On Rule 66

It is still difficult to quantify the long term consequences of the decision made yesterday by Lord Glennie.

However, one thing is clear.

Duff & Phelps have a scored the type of own goal that will have an impact on Scottish football long after they have left the scene.

It is perhaps a result of the trauma they have been through since mid-February that this court ruling was seized upon by Rangers supporters as a great victory.

It isn’t.

What lord Glennie noted was that the 12 month transfer embargo was not available to the SFA as a sanction.

The explicit punishments stated in the SFA’s rule 66 are a maximum £100,000 fine, suspension or expulsion from participation in the game, ejection from the Scottish Cup or termination of membership.

The fine has already been imposed, but was considered by the original tribunal to be insufficient for the crimes committed by the Ibrox club.

Lord Glennie inserted the crucial caveat at the end of his ruling.

He told Rangers that they should not expect a lighter punishment when their case is re-assessed by the Appellant Tribunal.

I called a member of the SFA’s 100 strong “taxi rank” of judicial panel members.

He told me that it was his understanding that the case would go back to Lord Carloway, Allan Cowan and Craig Graham.

Lord Glennie did not find in Rangers favour regarding their guilt.

He was not asked to do so.

Therefore the Ibrox club remain guilty of what the original judicial panel report stated that, in their view, “only match fixing in its various forms might be a more serious breach” than the financial irregularities committed by Rangers.

The report, mainly authored by chairman Gary Allan QC, revealed that the tribunal had considered suspension of membership of the SFA to be an “appropriately severe punishment”, but had, in the final analysis, deemed it “too severe”.

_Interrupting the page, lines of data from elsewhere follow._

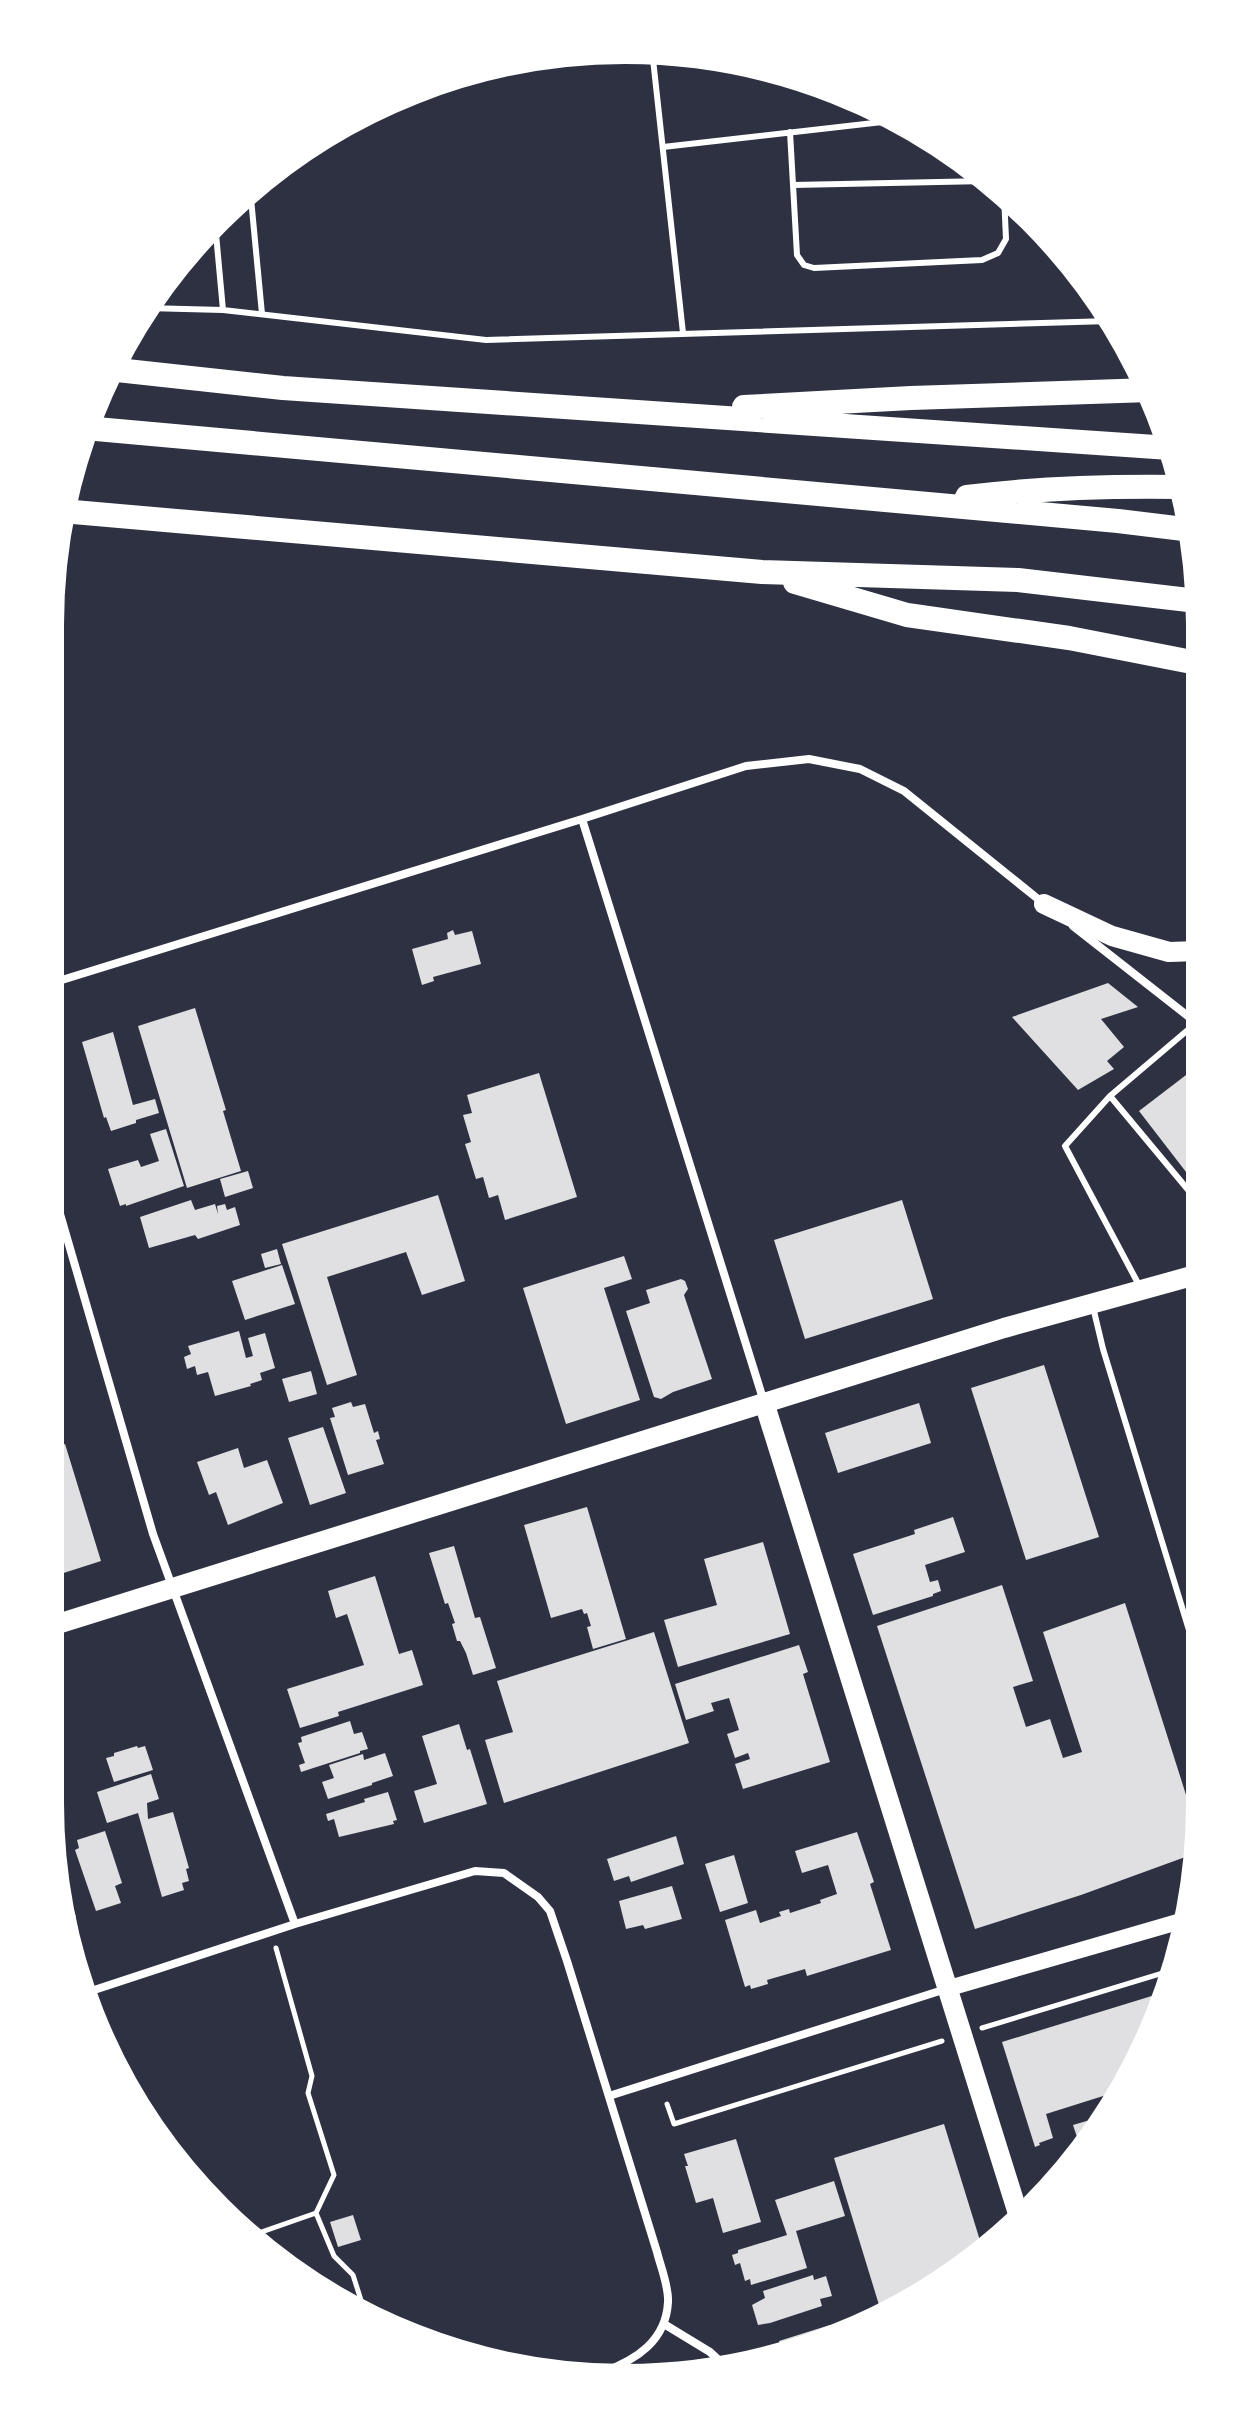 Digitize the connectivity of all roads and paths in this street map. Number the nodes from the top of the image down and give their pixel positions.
1 (653, 63) edge
2 (878, 122) edge
3 (790, 132) junction
4 (663, 147) junction
5 (972, 181) edge
6 (793, 185) junction
7 (252, 204) edge
8 (1005, 210) edge
9 (216, 238) edge
10 (160, 308) edge
11 (223, 310) junction
12 (262, 314) junction
13 (1099, 321) edge
14 (683, 333) junction
15 (123, 371) edge
16 (1136, 390) edge
17 (610, 411) junction
18 (98, 429) edge
19 (1159, 447) edge
20 (1171, 487) edge
21 (918, 503) junction
22 (74, 512) edge
23 (1179, 528) edge
24 (762, 572) junction
25 (1187, 600) edge
26 (1188, 661) edge
27 (582, 819) junction
28 (1044, 904) junction
29 (1188, 951) edge
30 (62, 980) edge
31 (1188, 1016) edge
32 (1188, 1031) edge
33 (1110, 1096) junction
34 (1188, 1190) edge
35 (62, 1221) edge
36 (1188, 1277) edge
37 (1142, 1290) junction
38 (1092, 1304) junction
39 (764, 1402) junction
40 (173, 1588) junction
41 (62, 1623) edge
42 (1188, 1627) edge
43 (1175, 1923) edge
44 (295, 1924) junction
45 (271, 1932) junction
46 (1161, 1973) edge
47 (946, 1989) junction
48 (94, 1990) edge
49 (962, 2034) junction
50 (609, 2096) junction
51 (667, 2104) dead end
52 (1016, 2207) edge
53 (316, 2213) junction
54 (261, 2232) edge
55 (361, 2300) edge
56 (664, 2324) junction
57 (716, 2358) edge
58 (617, 2366) edge

1 - 4 lane
2 - 3 lane
3 - 4 lane
3 - 6 lane
4 - 14 lane
5 - 6 lane
6 - 8 lane
7 - 12 lane
9 - 11 lane
10 - 11 lane
11 - 12 lane
12 - 14 lane
13 - 14 lane
15 - 17 highway
16 - 17 highway
17 - 19 highway
18 - 21 highway
20 - 21 highway
21 - 23 highway
22 - 24 highway
24 - 25 highway
24 - 26 highway
27 - 28 street
27 - 30 street
27 - 39 street
28 - 29 main road
28 - 31 street
32 - 33 lane
33 - 34 lane
33 - 37 lane
35 - 40 street
36 - 37 main road
37 - 38 main road
38 - 39 main road
38 - 42 lane
39 - 40 main road
39 - 47 main road
40 - 41 main road
40 - 44 street
43 - 47 main road
44 - 45 street
44 - 50 street
45 - 48 street
45 - 53 path
46 - 49 path
47 - 49 main road
47 - 50 street
49 - 51 path
49 - 52 main road
50 - 56 street
53 - 54 path
53 - 55 path
56 - 57 street
56 - 58 street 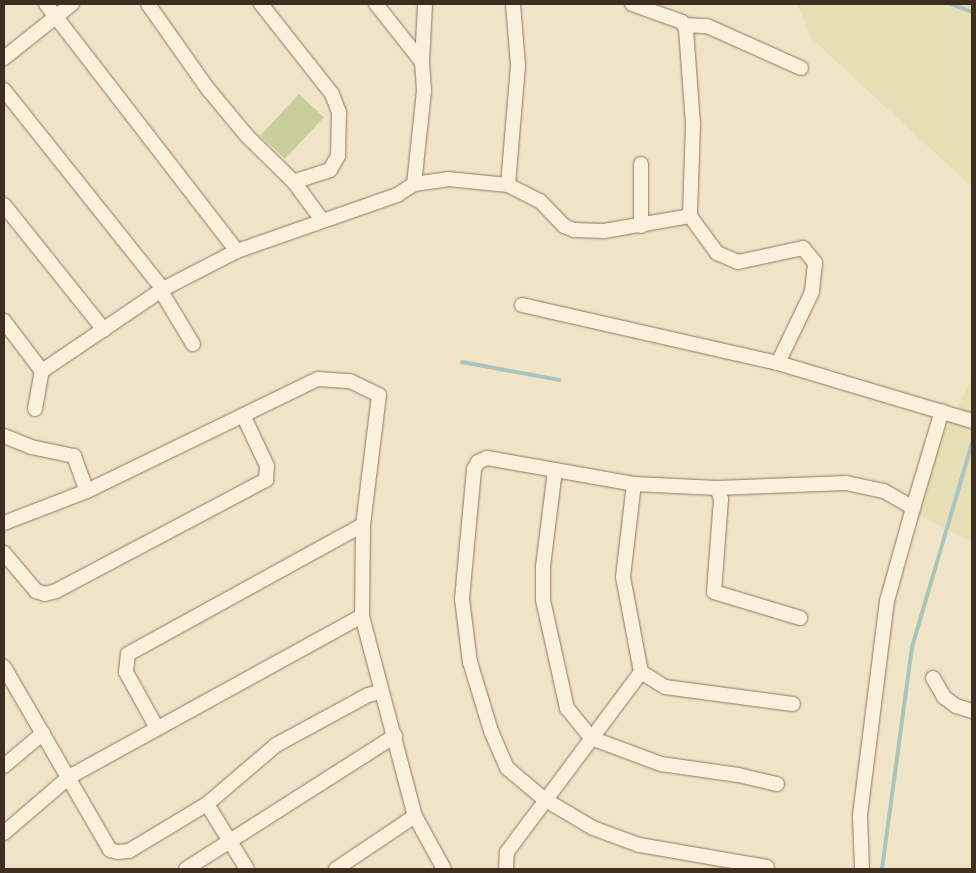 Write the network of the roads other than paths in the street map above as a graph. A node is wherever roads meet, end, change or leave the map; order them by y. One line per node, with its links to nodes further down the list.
1 (46, 4): 9 (street)
2 (72, 4): 9 (street)
3 (148, 4): 16 (street)
4 (260, 4): 16 (street)
5 (376, 4): 12 (street)
6 (425, 4): 12 (street)
7 (513, 4): 18 (street)
8 (632, 4): 10 (street)
9 (56, 17): 11 (street); 23 (street)
10 (685, 25): 13 (street); 20 (street)
11 (4, 58)
12 (422, 62): 17 (street)
13 (801, 68)
14 (4, 90): 24 (street)
15 (641, 164): 22 (street)
16 (294, 182): 21 (street)
17 (414, 184): 18 (street); 21 (street)
18 (508, 185): 22 (street)
19 (4, 205): 27 (street)
20 (690, 216): 22 (street); 29 (street)
21 (322, 220): 23 (street)
22 (641, 226)
23 (237, 251): 24 (street)
24 (162, 290): 27 (street); 28 (street)
25 (522, 305): 29 (street)
26 (4, 321): 30 (street)
27 (104, 330): 30 (street)
28 (193, 344)
29 (778, 363): 32 (street)
30 (42, 371): 31 (street)
31 (35, 409)
32 (942, 411): 34 (street); 40 (street)
33 (243, 415): 39 (street); 42 (street); 43 (street)
34 (972, 420)
35 (4, 436): 39 (street)
36 (555, 470): 37 (street); 55 (street); 59 (street)
37 (634, 484): 38 (street); 47 (street)
38 (717, 488): 40 (street); 45 (street)
39 (87, 491): 41 (street)
40 (913, 508): 70 (street)
41 (4, 523)
42 (363, 525): 44 (street); 52 (street)
43 (4, 553)
44 (362, 616): 49 (street); 52 (street)
45 (800, 618)
46 (4, 667): 53 (street)
47 (640, 672): 50 (street); 55 (street)
48 (933, 678): 51 (street)
49 (380, 692): 54 (street); 60 (street)
50 (793, 704)
51 (972, 711)
52 (157, 728): 57 (street)
53 (43, 733): 56 (street); 57 (street)
54 (395, 736): 61 (street); 63 (street)
55 (591, 738): 58 (street); 59 (street)
56 (4, 766)
57 (68, 776): 60 (street); 62 (street)
58 (778, 784)
59 (544, 799): 64 (street); 69 (street)
60 (207, 804): 63 (street)
61 (415, 816): 67 (street); 68 (street)
62 (4, 833)
63 (230, 841): 65 (street); 66 (street)
64 (767, 867)
65 (186, 869)
66 (247, 869)
67 (338, 869)
68 (444, 869)
69 (506, 869)
70 (862, 869) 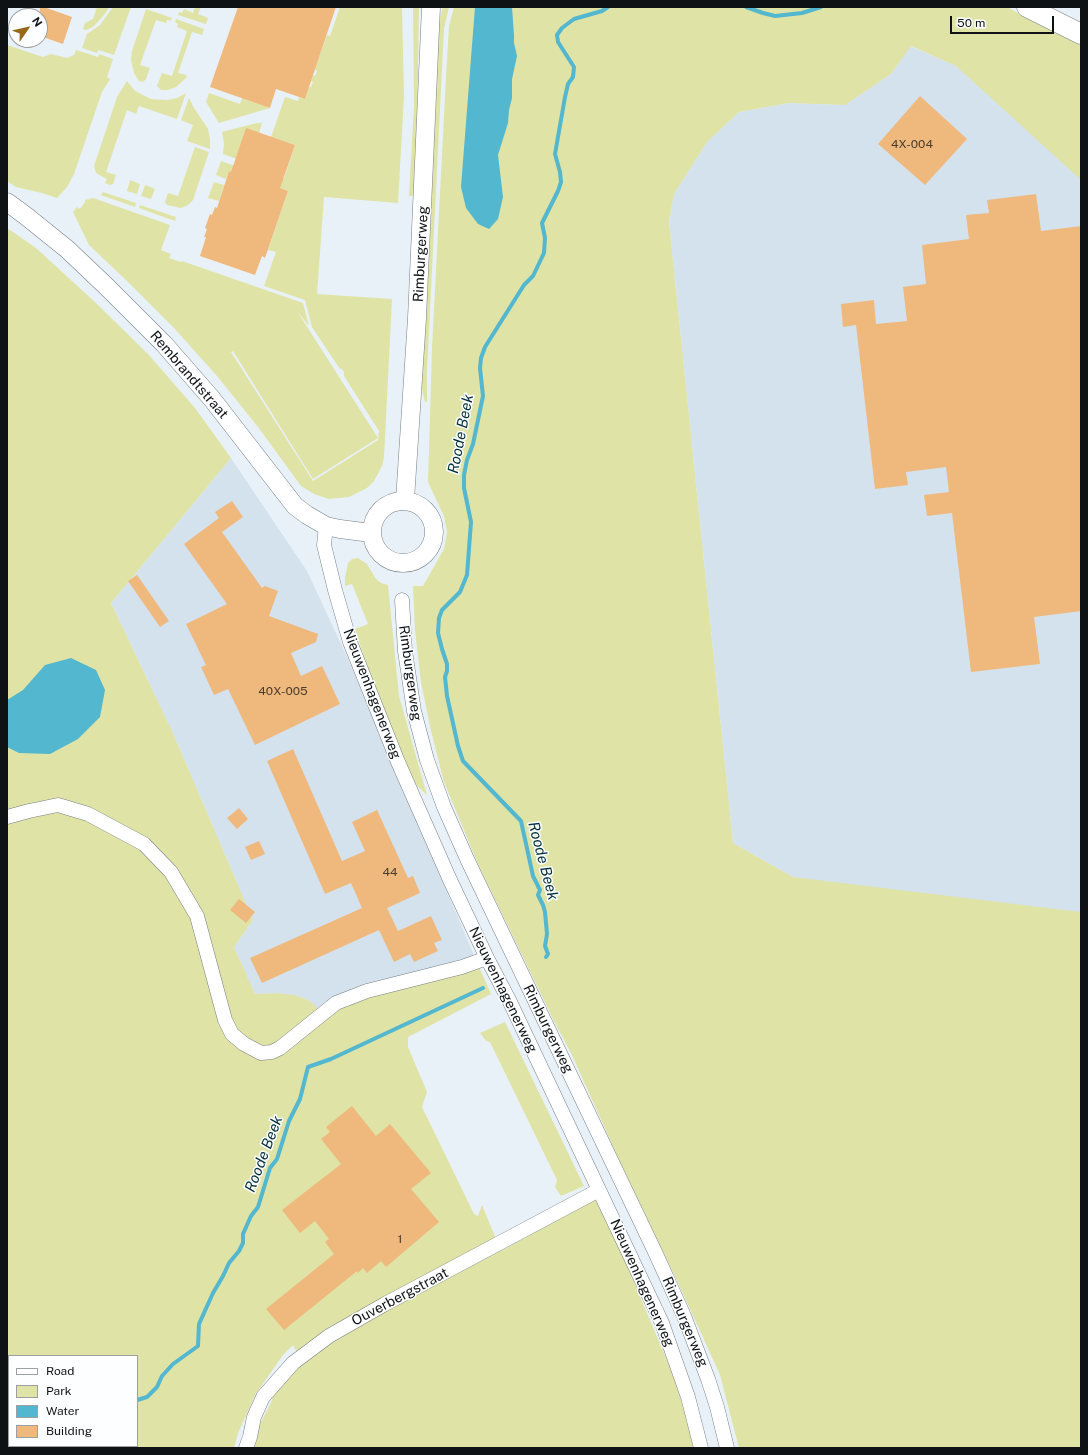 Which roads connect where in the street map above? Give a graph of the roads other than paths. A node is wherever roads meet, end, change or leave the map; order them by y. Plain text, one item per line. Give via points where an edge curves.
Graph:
1 (432, 7) edge
2 (1027, 7) edge
3 (1081, 34) edge
4 (7, 202) edge
5 (405, 500) junction
6 (326, 526) junction
7 (371, 533) junction
8 (402, 600) dead end
9 (7, 817) edge
10 (487, 958) junction
11 (599, 1190) junction
12 (246, 1448) edge
13 (701, 1448) edge
14 (727, 1448) edge

1 - 5 street, Rimburgerweg via 417,318
2 - 3 main road
4 - 6 street, Rembrandtstraat via 66,249 164,344 229,420 295,506
5 - 7 street via 396,501 381,509 372,524
5 - 7 street via 419,505 433,522 432,545 423,556 402,564 387,559 376,548
6 - 7 street, Rembrandtstraat
6 - 10 street, Nieuwenhagenerweg via 324,545 350,642 398,762
8 - 14 street, Rimburgerweg via 405,651 414,711 427,760 444,807 684,1316 708,1378
9 - 10 street via 58,805 88,814 144,844 171,872 197,916 225,1020 232,1034 244,1044 261,1052 272,1052 280,1048 336,1003 367,991 462,967
10 - 11 street, Nieuwenhagenerweg
11 - 12 street, Ouverbergstraat via 328,1336 292,1363 263,1397 254,1417
11 - 13 street, Nieuwenhagenerweg via 662,1323 688,1397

The Appellant Tribunal under Lord Carloway concurred.

Now they have to look again at the sanctions that are written down under Rule 66.

There is little wriggle room and Rangers are not off the hook on this one.

What also could happen now is that the SFA can take action against the Ibrox club for seeking redress in the civil courts.

If the domestic association decides to turn a blind eye to this then FIFA have already issued a strong statement.

They want the SFA to act on Rangers for going outside the normal football channels.

Quite simply if the guys at Hampden don’t move on this one then FIFA will want a word with Mr Regan!

That this is all unfolding as “the great administrator” Campbell Ogilvie is SFA president is wonderfully ironic.